Originally Posted by BigV
What?! You're saying dirty air cools the planet?

And your point, question, or confusion is...?

Beestie 03-04-2005 07:45 PM

Quote:

Originally Posted by BigV
What?! You're saying dirty air cools the planet?

It blocks out the sun and so the earth cools since solar radiation is reduced.

xoxoxoBruce 03-04-2005 07:49 PM

Not to be confused with polluting of the air with invisible chemicals and gasses. :yelsick:

Griff 03-04-2005 08:22 PM

Time to eliminate all those scrubbers from the coal stacks.

tw 03-04-2005 10:46 PM

Quote:

Originally Posted by Griff
Time to eliminate all those scrubbers from the coal stacks.

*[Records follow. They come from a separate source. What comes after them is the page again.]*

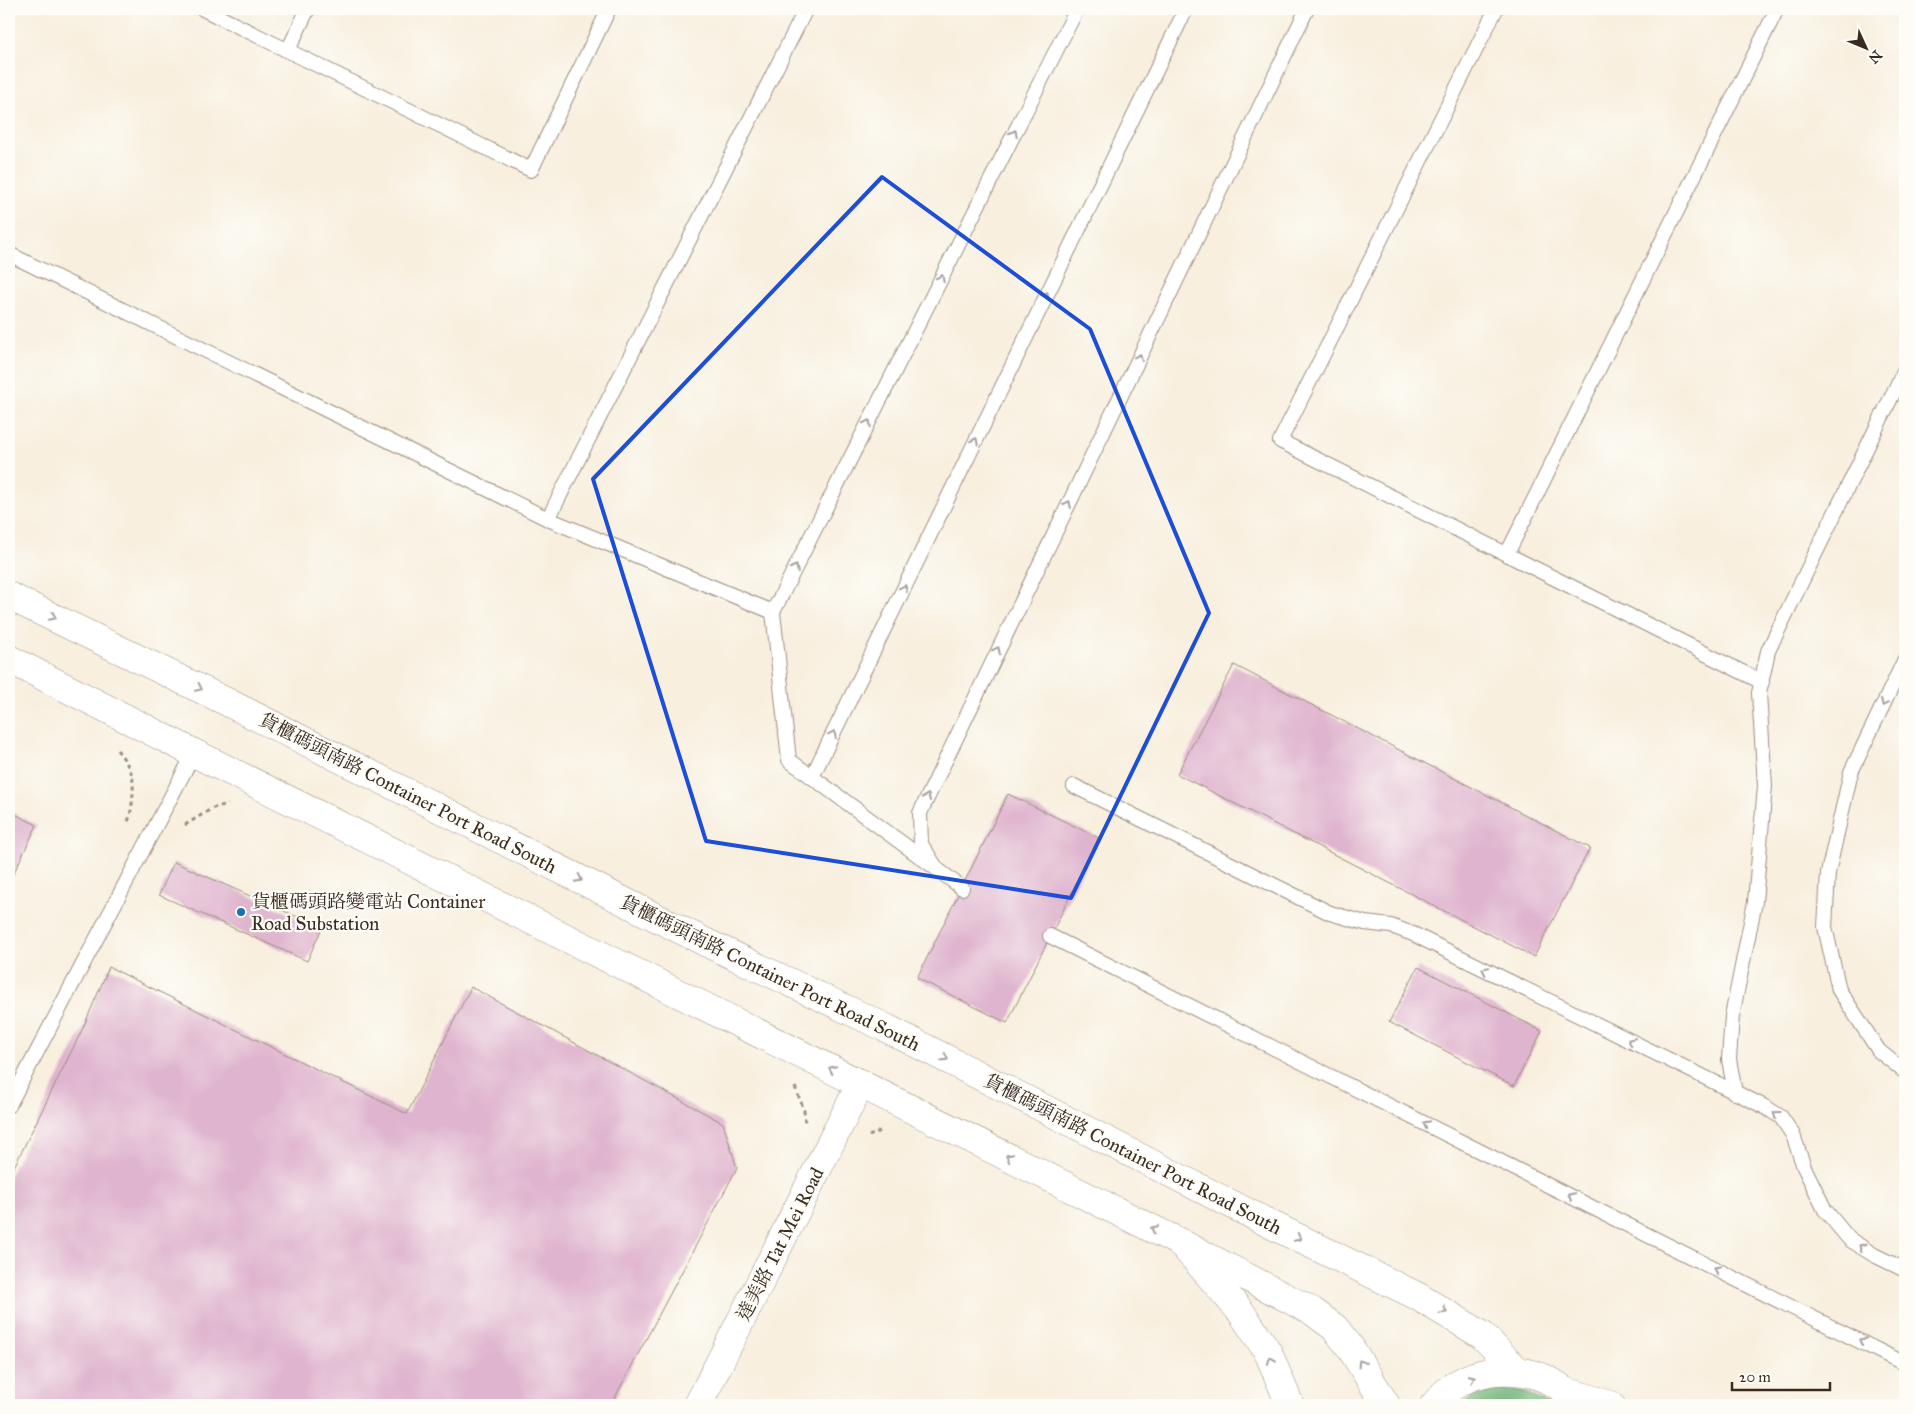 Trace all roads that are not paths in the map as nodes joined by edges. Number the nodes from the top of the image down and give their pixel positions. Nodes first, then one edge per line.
1 (203, 9) edge
2 (308, 9) edge
3 (610, 9) edge
4 (806, 9) edge
5 (1077, 9) edge
6 (1186, 9) edge
7 (1307, 9) edge
8 (1496, 9) edge
9 (1777, 9) edge
10 (288, 50) junction
11 (9, 254) edge
12 (1905, 369) edge
13 (548, 519) junction
14 (1507, 554) junction
15 (9, 596) edge
16 (773, 612) junction
17 (9, 659) edge
18 (1905, 660) edge
19 (1762, 682) junction
20 (194, 753) junction
21 (812, 777) junction
22 (1074, 786) dead end
23 (937, 869) junction
24 (962, 888) dead end
25 (1050, 936) dead end
26 (1905, 1072) edge
27 (860, 1083) junction
28 (1735, 1093) junction
29 (9, 1105) edge
30 (1181, 1243) junction
31 (1905, 1270) edge
32 (1905, 1364) edge
33 (1518, 1371) junction
34 (1572, 1398) edge
35 (698, 1405) edge
36 (1290, 1405) edge
37 (1386, 1405) edge
38 (1434, 1405) edge
39 (1611, 1405) edge

1 - 10 lane
2 - 10 lane
3 - 10 lane
4 - 13 lane
16 -> 5 lane
21 -> 6 lane
23 -> 7 lane
8 - 14 lane
9 - 14 lane
11 - 13 lane
12 - 19 lane
13 - 16 lane
14 - 19 lane
15 -> 33 street, 貨櫃碼頭南路 Container Port Road South
16 - 21 lane
17 - 20 street
18 -> 26 lane
19 - 28 lane
27 -> 20 street
20 - 29 lane
21 - 23 lane
28 -> 22 lane
23 - 24 lane
32 -> 25 lane
30 -> 27 street
27 - 35 street, 達美路 Tat Mei Road
31 -> 28 lane
36 -> 30 street
37 -> 30 street
33 - 34 street
38 -> 33 street
34 - 39 street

Unfortunately darker and dirtier skies also means less plant growth, less food, less conversions of CO2 to O2, more human disease (ie sharp increase in asthma), etc. Dark material in the atmosphere may have been actually masking symptoms of a problem that is, otherwise, much worse. I forget the exact number, but something like 10% of sunlight is now blocked. Again, no doubt that mankind has caused a massive shift in the earth's atmosphere. George Jr eventually conceded same. But using typical MBA training (or maybe from his experience of not even drilling one successful oil well), he says we cannot do something. Therefore we should not even try. George Jr is typical of MBAs who fear innovation. He is even a quitter. His solution - denial.

Even more amazing: nobody even noticed the lunacy of George Jr's reasoning. Such ostrich thinking does not change facts. A problem exists. Many are so in denial as to stifle the advancement of mankind. The solution to global warming: innovation. Instead George Jr worries about mythical missile attacks and other junk science only for political gain - such as a silly Man on Mars. Science for science reasons: too complex for an MBA and no glory for the politician. The science of global warming and the innovations to solve it: not listed in the political agenda provided by Cheney, Rice, and Wolfovitz. Denials of global warming are not supported by science. That denial comes from politics. Science says global warming does exist AND is created by humans.